TRY IT:
What is needed is a word-for-word copy of the records below.

Saved data entries:
--------------------

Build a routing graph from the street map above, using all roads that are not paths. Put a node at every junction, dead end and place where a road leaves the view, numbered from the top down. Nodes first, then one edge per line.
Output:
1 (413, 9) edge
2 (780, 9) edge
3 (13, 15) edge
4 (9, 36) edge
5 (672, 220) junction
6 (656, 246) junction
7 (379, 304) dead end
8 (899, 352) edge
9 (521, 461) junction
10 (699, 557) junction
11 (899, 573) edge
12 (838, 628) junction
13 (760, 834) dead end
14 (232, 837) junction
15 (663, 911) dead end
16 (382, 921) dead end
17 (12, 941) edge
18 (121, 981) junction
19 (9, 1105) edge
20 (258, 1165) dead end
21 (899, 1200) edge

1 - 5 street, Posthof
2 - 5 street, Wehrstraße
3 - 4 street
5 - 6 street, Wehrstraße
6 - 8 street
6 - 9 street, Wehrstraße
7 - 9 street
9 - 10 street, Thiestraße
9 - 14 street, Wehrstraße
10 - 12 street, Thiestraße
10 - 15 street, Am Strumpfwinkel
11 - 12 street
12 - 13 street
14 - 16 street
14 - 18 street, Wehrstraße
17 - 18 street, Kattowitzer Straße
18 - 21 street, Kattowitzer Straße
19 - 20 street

--------------------

TASK ANSWER:
Build a routing graph from the street map above, using all roads that are not paths. Put a node at every junction, dead end and place where a road leaves the view, numbered from the top down. Nodes first, then one edge per line.
Output:
1 (413, 9) edge
2 (780, 9) edge
3 (13, 15) edge
4 (9, 36) edge
5 (672, 220) junction
6 (656, 246) junction
7 (379, 304) dead end
8 (899, 352) edge
9 (521, 461) junction
10 (699, 557) junction
11 (899, 573) edge
12 (838, 628) junction
13 (760, 834) dead end
14 (232, 837) junction
15 (663, 911) dead end
16 (382, 921) dead end
17 (12, 941) edge
18 (121, 981) junction
19 (9, 1105) edge
20 (258, 1165) dead end
21 (899, 1200) edge

1 - 5 street, Posthof
2 - 5 street, Wehrstraße
3 - 4 street
5 - 6 street, Wehrstraße
6 - 8 street
6 - 9 street, Wehrstraße
7 - 9 street
9 - 10 street, Thiestraße
9 - 14 street, Wehrstraße
10 - 12 street, Thiestraße
10 - 15 street, Am Strumpfwinkel
11 - 12 street
12 - 13 street
14 - 16 street
14 - 18 street, Wehrstraße
17 - 18 street, Kattowitzer Straße
18 - 21 street, Kattowitzer Straße
19 - 20 street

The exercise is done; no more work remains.